The developer battling App Store rules told CNBC on Tuesday that changes announced by Apple amounted to "very little."
Apple said Monday it will allow developers to "challenge" its App Store rules. Basecamp CTO David Heinemeier Hansson had said the iPhone maker threatened to remove his company's new email app, Hey, unless it implemented in-app purchases that would gave Apple a 30% cut of revenue. The Google Play tore also charges 30% on in-app purchases.
Hansson's complaints tapped into long-running negative developer sentiment about App Store business practices and inspired scores of other app makers to voice their complaints ahead of Apple's annual developer conference.
Hansson told CNBC's "Squawk Alley" on Tuesday that the changes Apple announced were a good first step toward marketplace reforms, but he was skeptical that they would be enough.

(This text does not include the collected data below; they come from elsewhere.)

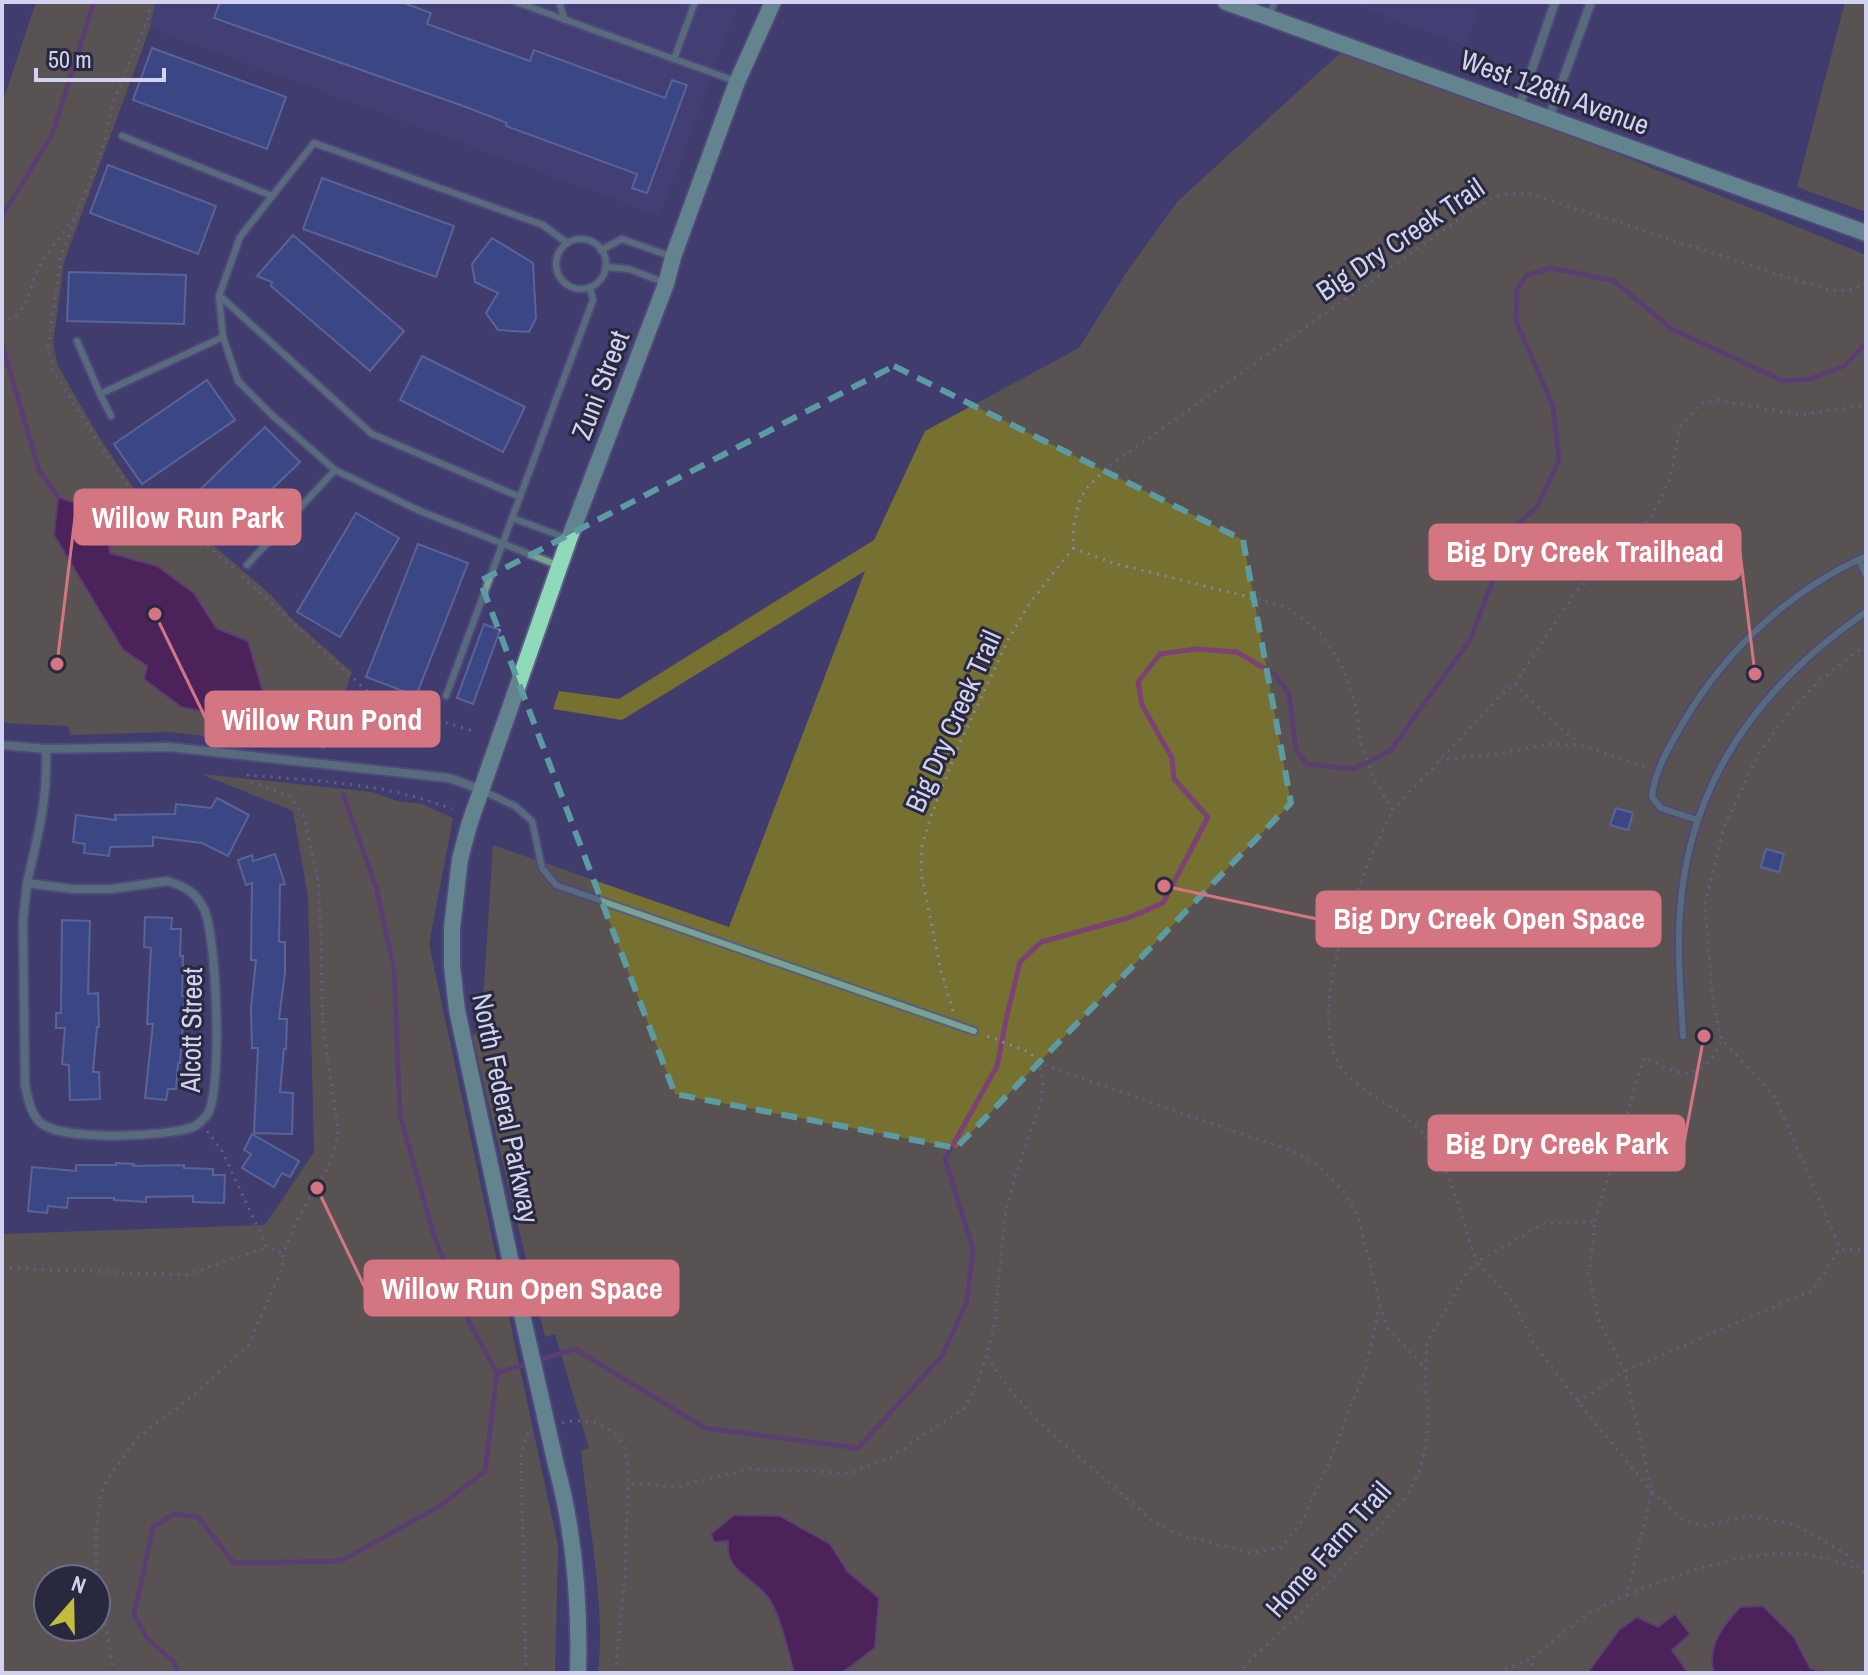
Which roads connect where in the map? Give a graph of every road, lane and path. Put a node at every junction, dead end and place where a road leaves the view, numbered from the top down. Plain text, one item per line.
1 (151, 2) edge
2 (516, 2) edge
3 (559, 2) edge
4 (695, 2) edge
5 (773, 2) edge
6 (1226, 2) edge
7 (1555, 2) edge
8 (1591, 2) edge
9 (1271, 10) edge
10 (565, 20) junction
11 (674, 59) junction
12 (737, 82) junction
13 (1519, 107) junction
14 (1549, 118) junction
15 (122, 136) dead end
16 (272, 196) junction
17 (79, 212) junction
18 (1866, 233) edge
19 (567, 243) junction
20 (601, 250) junction
21 (673, 257) junction
22 (605, 267) junction
23 (1866, 282) edge
24 (666, 284) junction
25 (590, 287) junction
26 (219, 296) junction
27 (2, 324) edge
28 (223, 337) junction
29 (77, 341) dead end
30 (100, 394) junction
31 (1866, 405) edge
32 (111, 416) dead end
33 (335, 470) junction
34 (520, 497) junction
35 (512, 518) junction
36 (569, 539) junction
37 (502, 543) junction
38 (1073, 548) junction
39 (1862, 558) edge
40 (247, 565) dead end
41 (559, 566) junction
42 (1866, 575) edge
43 (1866, 612) edge
44 (1866, 645) edge
45 (1515, 684) junction
46 (446, 696) dead end
47 (476, 732) dead end
48 (2, 745) edge
49 (1581, 745) junction
50 (46, 749) junction
51 (1439, 760) junction
52 (1658, 772) junction
53 (480, 789) junction
54 (452, 809) dead end
55 (1393, 810) junction
56 (1697, 820) junction
57 (27, 883) junction
58 (974, 1031) junction
59 (1683, 1036) dead end
60 (1722, 1040) junction
61 (1039, 1063) junction
62 (201, 1122) junction
63 (1595, 1221) junction
64 (267, 1247) junction
65 (1840, 1248) junction
66 (1866, 1251) edge
67 (283, 1254) junction
68 (1477, 1262) junction
69 (2, 1268) edge
70 (1380, 1304) junction
71 (987, 1355) junction
72 (1426, 1369) junction
73 (1625, 1371) junction
74 (1578, 1402) junction
75 (554, 1425) dead end
76 (541, 1429) dead end
77 (628, 1483) junction
78 (1652, 1492) junction
79 (1861, 1570) junction
80 (1866, 1574) edge
81 (1627, 1595) junction
82 (1533, 1657) junction
83 (40, 1673) edge
84 (47, 1673) edge
85 (114, 1673) edge
86 (526, 1673) edge
87 (578, 1673) edge
88 (615, 1673) edge
89 (1238, 1673) edge
90 (1498, 1673) edge
91 (1531, 1673) edge

1 - 17 path
2 - 10 lane
3 - 10 lane
4 - 11 lane
5 - 12 main road, Zuni Street
6 - 9 main road, West 128th Avenue
7 - 13 street
8 - 14 street
9 - 13 main road, West 128th Avenue
10 - 11 lane
11 - 12 lane
12 - 21 main road, Zuni Street
13 - 14 main road, West 128th Avenue
14 - 18 main road, West 128th Avenue
15 - 16 lane
16 - 19 lane
16 - 26 lane
17 - 27 path
17 - 47 path
19 - 20 lane
19 - 25 lane
20 - 21 lane
20 - 22 lane
21 - 24 main road, Zuni Street
22 - 24 lane
22 - 25 lane
23 - 38 path, Big Dry Creek Trail
24 - 36 main road, Zuni Street
25 - 34 lane
26 - 28 lane
26 - 34 lane
28 - 30 lane
28 - 33 lane
29 - 30 lane
30 - 32 lane
31 - 45 path
33 - 37 lane
33 - 40 lane
34 - 35 lane
35 - 36 lane
35 - 37 lane
36 - 41 main road, Zuni Street
37 - 41 lane
37 - 46 lane
38 - 55 path
38 - 58 path, Big Dry Creek Trail
39 - 42 lane
39 - 52 lane
41 - 53 main road, Zuni Street
43 - 56 lane
44 - 60 path
45 - 49 path
45 - 51 path
48 - 50 street
49 - 51 path
49 - 52 path
50 - 53 street
50 - 57 street, Alcott Street
51 - 55 path
52 - 56 lane
53 - 58 lane
53 - 87 main road, North Federal Parkway, bridge
54 - 67 path
55 - 68 path
56 - 59 lane
57 - 62 street, Alcott Street
57 - 62 street, Alcott Street
58 - 61 path
60 - 63 path
60 - 65 path
61 - 70 path
61 - 71 path
62 - 64 path
63 - 68 path
63 - 73 path
64 - 67 path
64 - 69 path
65 - 66 path
65 - 73 path
67 - 85 path
68 - 72 path, Home Farm Trail
68 - 74 path
70 - 71 path
70 - 72 path
71 - 77 path
72 - 89 path, Home Farm Trail
73 - 74 path
73 - 78 path
74 - 78 path
75 - 77 path
76 - 86 path
77 - 88 path
78 - 79 path
78 - 81 path
79 - 80 path
79 - 81 path
81 - 82 path
82 - 90 path
82 - 91 path
83 - 84 path

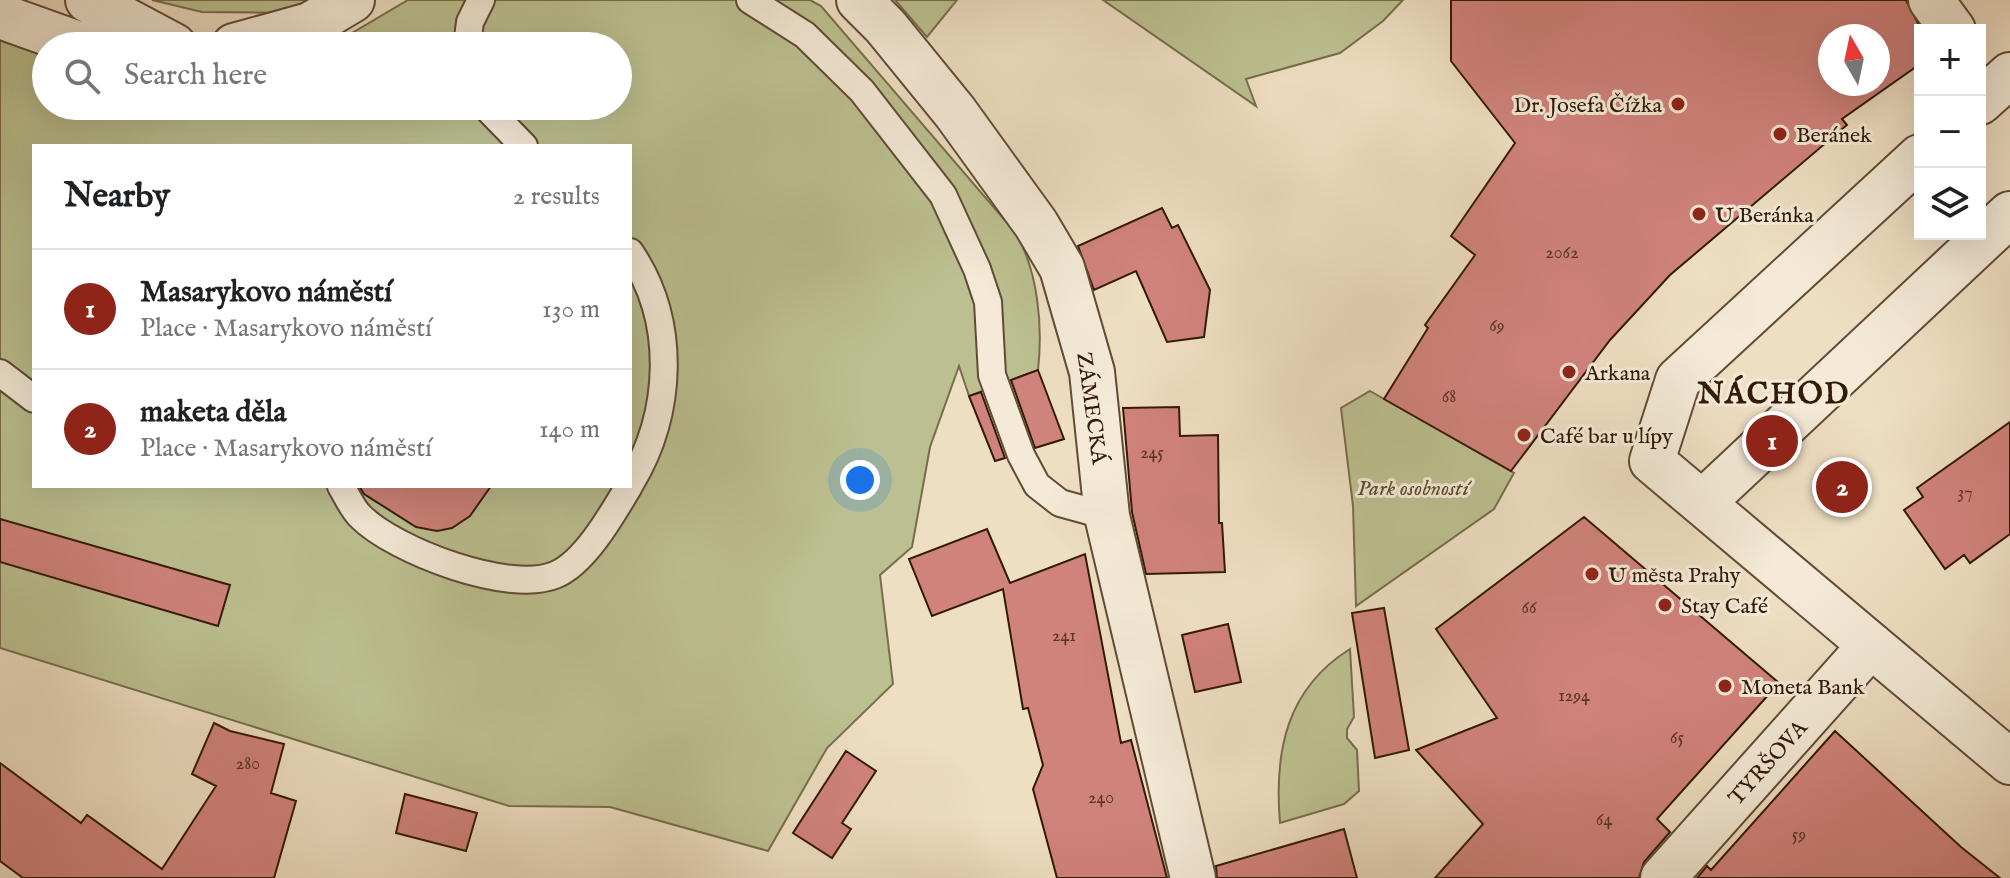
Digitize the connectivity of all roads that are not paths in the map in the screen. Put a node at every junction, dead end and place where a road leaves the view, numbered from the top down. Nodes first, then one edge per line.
1 (88, 0) edge
2 (352, 0) edge
3 (481, 0) edge
4 (750, 0) edge
5 (859, 0) edge
6 (1931, 0) edge
7 (0, 16) edge
8 (1949, 24) edge
9 (45, 32) edge
10 (148, 32) edge
11 (285, 32) edge
12 (469, 32) edge
13 (499, 120) edge
14 (522, 144) edge
15 (1914, 163) edge
16 (2010, 214) edge
17 (632, 255) edge
18 (0, 373) edge
19 (32, 397) edge
20 (632, 480) edge
21 (342, 488) edge
22 (627, 488) edge
23 (1702, 503) junction
24 (1107, 516) junction
25 (1871, 645) junction
26 (2010, 762) edge
27 (1193, 878) edge
28 (1663, 878) edge

1 - 10 street
2 - 11 street
3 - 12 lane
4 - 24 lane
5 - 24 street, ZÁMECKÁ
6 - 8 street
7 - 9 street
13 - 14 lane
15 - 23 street
16 - 23 street
17 - 20 lane
18 - 19 lane
21 - 22 lane
23 - 25 street
24 - 27 street, ZÁMECKÁ
25 - 26 street
25 - 28 street, TYRŠOVA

"What they've given out is actually so far very little. Apple has said that you can appeal to Apple if you want Apple to investigate Apple. OK, maybe there's something there, but it hinges on what those verdicts are going to be," Hansson said.
An Apple spokesperson declined to comment.
Apple also announced on Monday it will no longer hold up minor updates geared toward fixing bugs over App Store guideline violations.
"I hope this doesn't mean you just get one freebie, then you get sent to purgatory while Apple figures out what to do with you," Hansson said.
Apple approved a bug-fix update to the Hey app over the weekend, Basecamp previously said, but its major update to comply with Apple's rules, including a new free tier of service, had not been approved.
Hanssen said iPhone users make up a substantial portion of his business, with 80% of Hey customers using Apple platforms. He added that his company can't abandon the Apple platforms for Windows and Android.
"We did not want a fight with Apple whatsoever," Hanssen said. "We just need to get on the iPhone, it's the dominant platform for these kinds of services."
Separately, Apple said Monday during its WWDC conference that it would enable iPhone users to change their default mail and browser apps, addressing an allegation made by competitors that the iPhone maker wields too much control over its platform.